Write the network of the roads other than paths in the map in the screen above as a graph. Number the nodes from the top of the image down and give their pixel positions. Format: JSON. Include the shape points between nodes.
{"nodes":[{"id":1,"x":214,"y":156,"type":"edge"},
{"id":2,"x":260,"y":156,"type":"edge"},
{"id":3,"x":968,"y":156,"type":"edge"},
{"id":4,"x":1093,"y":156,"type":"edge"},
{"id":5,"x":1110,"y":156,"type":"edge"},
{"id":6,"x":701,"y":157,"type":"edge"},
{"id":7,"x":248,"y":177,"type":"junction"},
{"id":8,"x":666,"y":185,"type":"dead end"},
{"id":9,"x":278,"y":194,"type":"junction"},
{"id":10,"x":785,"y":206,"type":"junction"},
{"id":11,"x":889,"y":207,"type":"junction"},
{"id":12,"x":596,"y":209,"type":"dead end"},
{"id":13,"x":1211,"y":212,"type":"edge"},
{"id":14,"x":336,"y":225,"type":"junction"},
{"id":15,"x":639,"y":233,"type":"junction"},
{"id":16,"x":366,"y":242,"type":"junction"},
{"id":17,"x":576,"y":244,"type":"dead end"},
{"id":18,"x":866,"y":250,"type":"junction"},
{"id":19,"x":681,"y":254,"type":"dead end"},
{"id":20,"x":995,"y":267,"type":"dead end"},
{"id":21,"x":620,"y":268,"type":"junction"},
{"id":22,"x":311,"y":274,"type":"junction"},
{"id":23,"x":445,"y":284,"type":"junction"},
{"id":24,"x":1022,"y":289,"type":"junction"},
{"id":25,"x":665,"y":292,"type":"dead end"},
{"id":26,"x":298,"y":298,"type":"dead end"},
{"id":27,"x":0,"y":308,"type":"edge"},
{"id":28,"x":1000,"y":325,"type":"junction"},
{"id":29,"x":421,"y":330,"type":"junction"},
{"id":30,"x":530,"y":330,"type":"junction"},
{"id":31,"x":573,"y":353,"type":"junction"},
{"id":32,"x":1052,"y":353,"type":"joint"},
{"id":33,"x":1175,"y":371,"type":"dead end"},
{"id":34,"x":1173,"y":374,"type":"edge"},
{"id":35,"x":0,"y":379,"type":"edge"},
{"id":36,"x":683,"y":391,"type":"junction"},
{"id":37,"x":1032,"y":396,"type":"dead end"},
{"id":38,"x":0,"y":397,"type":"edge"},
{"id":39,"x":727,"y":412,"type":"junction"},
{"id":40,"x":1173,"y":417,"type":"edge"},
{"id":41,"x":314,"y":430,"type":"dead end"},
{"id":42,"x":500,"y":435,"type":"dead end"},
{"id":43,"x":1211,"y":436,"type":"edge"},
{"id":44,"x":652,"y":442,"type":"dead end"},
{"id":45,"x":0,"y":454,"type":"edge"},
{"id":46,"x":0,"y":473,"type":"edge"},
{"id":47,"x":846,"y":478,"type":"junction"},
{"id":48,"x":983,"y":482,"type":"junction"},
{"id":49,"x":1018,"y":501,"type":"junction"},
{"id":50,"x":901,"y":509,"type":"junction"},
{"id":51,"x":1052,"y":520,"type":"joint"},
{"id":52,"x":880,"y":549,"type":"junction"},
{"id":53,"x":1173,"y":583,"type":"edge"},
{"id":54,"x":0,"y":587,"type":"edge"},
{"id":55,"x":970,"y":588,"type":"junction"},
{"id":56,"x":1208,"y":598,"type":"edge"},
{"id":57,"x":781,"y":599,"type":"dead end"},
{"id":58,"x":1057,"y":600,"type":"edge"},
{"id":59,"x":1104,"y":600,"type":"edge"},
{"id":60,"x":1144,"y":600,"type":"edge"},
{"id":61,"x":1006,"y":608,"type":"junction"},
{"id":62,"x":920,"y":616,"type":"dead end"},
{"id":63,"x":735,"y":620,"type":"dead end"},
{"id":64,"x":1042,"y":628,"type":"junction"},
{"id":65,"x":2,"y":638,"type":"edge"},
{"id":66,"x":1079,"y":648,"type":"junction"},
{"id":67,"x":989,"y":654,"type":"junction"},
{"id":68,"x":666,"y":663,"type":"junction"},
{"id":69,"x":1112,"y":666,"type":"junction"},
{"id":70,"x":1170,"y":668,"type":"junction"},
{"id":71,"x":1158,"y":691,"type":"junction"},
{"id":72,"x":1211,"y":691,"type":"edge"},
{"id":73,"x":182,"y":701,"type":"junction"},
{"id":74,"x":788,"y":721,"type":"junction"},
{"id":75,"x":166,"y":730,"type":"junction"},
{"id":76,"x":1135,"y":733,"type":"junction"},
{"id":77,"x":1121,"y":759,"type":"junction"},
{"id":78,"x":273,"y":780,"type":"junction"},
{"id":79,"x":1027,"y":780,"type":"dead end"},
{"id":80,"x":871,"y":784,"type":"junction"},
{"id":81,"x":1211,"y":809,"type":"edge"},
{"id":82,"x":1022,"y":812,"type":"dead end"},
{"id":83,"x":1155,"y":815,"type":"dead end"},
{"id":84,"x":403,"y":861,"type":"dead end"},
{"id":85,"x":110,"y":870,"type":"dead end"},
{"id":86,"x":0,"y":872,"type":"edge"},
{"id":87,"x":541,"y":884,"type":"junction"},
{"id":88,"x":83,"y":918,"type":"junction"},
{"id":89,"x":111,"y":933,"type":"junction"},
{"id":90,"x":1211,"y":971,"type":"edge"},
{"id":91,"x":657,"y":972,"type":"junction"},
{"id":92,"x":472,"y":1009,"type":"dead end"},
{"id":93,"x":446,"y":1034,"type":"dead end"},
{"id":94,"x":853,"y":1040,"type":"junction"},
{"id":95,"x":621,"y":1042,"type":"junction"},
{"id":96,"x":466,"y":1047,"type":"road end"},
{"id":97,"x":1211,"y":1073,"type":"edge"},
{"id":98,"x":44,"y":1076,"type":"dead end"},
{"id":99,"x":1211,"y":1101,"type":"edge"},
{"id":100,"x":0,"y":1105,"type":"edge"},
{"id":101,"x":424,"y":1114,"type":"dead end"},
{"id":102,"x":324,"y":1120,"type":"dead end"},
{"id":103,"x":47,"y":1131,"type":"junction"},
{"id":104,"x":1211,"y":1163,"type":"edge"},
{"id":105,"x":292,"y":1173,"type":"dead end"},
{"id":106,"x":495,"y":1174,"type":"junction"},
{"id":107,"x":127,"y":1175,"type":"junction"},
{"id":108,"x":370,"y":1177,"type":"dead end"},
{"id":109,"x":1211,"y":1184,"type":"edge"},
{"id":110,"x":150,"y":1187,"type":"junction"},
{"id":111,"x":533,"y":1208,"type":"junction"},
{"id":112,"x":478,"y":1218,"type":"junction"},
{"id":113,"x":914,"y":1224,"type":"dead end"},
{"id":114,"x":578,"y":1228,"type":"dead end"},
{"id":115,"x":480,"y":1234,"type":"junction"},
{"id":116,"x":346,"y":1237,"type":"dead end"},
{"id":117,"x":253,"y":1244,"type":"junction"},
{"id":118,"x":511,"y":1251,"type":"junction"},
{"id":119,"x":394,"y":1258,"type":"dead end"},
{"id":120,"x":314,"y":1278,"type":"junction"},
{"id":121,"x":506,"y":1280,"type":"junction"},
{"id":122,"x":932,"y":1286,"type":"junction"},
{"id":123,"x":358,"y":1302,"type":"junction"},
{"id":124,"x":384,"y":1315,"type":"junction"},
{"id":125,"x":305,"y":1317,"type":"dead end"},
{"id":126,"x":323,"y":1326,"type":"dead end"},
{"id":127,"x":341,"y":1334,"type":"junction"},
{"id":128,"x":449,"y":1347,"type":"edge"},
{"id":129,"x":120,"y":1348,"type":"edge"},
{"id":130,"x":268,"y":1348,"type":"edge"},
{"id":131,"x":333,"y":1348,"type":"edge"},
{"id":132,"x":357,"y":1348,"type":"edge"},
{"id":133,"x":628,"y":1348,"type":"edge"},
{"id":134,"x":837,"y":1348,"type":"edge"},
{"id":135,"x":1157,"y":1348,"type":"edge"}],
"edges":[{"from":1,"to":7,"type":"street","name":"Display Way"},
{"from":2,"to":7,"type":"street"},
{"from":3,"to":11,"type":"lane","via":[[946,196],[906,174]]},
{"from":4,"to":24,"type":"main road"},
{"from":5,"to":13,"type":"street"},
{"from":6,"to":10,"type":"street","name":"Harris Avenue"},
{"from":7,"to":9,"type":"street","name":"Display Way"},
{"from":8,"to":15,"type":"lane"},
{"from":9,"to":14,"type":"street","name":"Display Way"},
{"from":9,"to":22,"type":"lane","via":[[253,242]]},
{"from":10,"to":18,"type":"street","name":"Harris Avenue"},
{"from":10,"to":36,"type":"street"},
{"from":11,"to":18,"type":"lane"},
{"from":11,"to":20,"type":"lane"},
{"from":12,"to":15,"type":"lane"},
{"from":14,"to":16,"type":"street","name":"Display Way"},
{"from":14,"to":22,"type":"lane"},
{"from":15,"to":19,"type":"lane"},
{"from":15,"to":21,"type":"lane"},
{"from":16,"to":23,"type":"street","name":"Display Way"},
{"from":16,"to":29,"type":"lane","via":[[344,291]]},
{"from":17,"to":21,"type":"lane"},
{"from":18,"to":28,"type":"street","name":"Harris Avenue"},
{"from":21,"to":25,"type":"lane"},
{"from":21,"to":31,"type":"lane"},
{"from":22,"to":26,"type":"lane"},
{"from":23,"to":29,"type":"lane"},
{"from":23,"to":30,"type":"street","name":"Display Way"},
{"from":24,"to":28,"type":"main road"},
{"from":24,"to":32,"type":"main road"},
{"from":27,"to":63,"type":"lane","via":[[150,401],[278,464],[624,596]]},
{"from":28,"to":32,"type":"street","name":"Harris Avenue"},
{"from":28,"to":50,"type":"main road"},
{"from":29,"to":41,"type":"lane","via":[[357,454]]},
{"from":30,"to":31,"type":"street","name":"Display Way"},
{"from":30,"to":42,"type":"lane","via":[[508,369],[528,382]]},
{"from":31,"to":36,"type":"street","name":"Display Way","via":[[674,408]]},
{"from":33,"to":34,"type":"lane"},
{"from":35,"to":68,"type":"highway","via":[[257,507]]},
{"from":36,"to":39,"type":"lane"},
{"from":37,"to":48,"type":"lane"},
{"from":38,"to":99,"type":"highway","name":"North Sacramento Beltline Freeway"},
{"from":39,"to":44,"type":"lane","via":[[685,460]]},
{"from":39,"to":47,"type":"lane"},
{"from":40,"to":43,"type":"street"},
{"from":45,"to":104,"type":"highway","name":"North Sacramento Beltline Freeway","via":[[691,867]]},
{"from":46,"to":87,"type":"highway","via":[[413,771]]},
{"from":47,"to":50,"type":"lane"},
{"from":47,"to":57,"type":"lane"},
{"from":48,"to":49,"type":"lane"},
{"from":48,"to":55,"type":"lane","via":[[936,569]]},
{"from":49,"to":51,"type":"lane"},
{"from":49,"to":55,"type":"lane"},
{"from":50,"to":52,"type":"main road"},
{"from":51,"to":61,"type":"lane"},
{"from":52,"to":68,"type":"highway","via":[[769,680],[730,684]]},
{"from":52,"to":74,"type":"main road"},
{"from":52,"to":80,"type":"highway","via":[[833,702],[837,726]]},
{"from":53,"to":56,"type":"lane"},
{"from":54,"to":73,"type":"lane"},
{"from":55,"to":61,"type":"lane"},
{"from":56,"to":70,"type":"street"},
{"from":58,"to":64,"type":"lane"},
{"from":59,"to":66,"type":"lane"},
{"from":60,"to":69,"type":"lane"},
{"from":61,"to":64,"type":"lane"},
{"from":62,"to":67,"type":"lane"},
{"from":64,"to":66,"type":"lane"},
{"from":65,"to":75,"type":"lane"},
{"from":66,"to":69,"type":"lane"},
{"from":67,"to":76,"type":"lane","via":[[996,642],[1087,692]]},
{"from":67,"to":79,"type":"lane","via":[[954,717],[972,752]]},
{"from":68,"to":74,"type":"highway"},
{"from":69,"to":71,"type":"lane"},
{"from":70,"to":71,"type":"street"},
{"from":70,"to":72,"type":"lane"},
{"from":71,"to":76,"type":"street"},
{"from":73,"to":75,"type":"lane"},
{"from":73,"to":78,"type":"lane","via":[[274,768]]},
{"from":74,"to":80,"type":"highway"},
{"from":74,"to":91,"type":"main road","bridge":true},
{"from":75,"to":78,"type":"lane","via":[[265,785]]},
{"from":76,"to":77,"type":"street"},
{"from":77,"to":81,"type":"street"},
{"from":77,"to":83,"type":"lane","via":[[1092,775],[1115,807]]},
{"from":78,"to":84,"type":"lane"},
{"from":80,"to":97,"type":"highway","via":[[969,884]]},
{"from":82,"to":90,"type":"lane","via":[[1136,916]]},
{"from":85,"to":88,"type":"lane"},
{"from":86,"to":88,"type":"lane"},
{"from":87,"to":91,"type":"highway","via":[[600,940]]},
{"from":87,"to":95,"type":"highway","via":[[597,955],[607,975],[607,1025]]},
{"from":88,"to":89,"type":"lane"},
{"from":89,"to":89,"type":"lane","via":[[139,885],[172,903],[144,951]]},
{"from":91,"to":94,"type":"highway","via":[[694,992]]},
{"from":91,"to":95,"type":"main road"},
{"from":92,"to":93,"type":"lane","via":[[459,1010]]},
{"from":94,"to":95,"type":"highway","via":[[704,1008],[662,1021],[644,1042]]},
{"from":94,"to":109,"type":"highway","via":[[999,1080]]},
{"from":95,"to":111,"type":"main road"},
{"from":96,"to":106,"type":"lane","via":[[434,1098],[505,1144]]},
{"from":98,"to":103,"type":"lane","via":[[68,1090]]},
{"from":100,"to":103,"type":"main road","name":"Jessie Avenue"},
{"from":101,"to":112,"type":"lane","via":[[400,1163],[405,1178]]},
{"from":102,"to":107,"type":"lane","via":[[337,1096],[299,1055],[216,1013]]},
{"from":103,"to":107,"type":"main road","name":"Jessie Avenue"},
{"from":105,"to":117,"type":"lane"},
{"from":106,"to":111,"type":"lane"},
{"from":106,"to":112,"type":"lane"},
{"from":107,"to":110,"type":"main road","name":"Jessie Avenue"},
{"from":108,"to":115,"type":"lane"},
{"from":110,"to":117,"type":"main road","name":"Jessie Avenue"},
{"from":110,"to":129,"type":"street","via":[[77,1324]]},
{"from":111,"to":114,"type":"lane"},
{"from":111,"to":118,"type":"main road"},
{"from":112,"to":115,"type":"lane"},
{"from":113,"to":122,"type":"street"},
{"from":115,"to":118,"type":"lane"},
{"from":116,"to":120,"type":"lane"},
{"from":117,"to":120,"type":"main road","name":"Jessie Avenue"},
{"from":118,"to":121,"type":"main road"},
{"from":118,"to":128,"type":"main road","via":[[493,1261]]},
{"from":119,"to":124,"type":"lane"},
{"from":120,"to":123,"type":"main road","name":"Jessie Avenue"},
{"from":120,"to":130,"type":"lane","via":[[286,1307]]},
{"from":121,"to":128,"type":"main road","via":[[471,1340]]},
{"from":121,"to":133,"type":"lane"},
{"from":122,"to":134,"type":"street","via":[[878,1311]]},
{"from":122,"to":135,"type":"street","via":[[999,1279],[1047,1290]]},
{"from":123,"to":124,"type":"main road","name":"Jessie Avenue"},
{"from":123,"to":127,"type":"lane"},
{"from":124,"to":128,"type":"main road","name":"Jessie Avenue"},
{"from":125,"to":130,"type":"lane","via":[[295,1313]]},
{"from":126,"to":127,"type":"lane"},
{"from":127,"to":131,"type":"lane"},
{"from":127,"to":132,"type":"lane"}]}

_ _ _ _ _

Where the string "Avenue" appears in a line of the entries above, return that line.

{"from":6,"to":10,"type":"street","name":"Harris Avenue"},
{"from":10,"to":18,"type":"street","name":"Harris Avenue"},
{"from":18,"to":28,"type":"street","name":"Harris Avenue"},
{"from":28,"to":32,"type":"street","name":"Harris Avenue"},
{"from":100,"to":103,"type":"main road","name":"Jessie Avenue"},
{"from":103,"to":107,"type":"main road","name":"Jessie Avenue"},
{"from":107,"to":110,"type":"main road","name":"Jessie Avenue"},
{"from":110,"to":117,"type":"main road","name":"Jessie Avenue"},
{"from":117,"to":120,"type":"main road","name":"Jessie Avenue"},
{"from":120,"to":123,"type":"main road","name":"Jessie Avenue"},
{"from":123,"to":124,"type":"main road","name":"Jessie Avenue"},
{"from":124,"to":128,"type":"main road","name":"Jessie Avenue"},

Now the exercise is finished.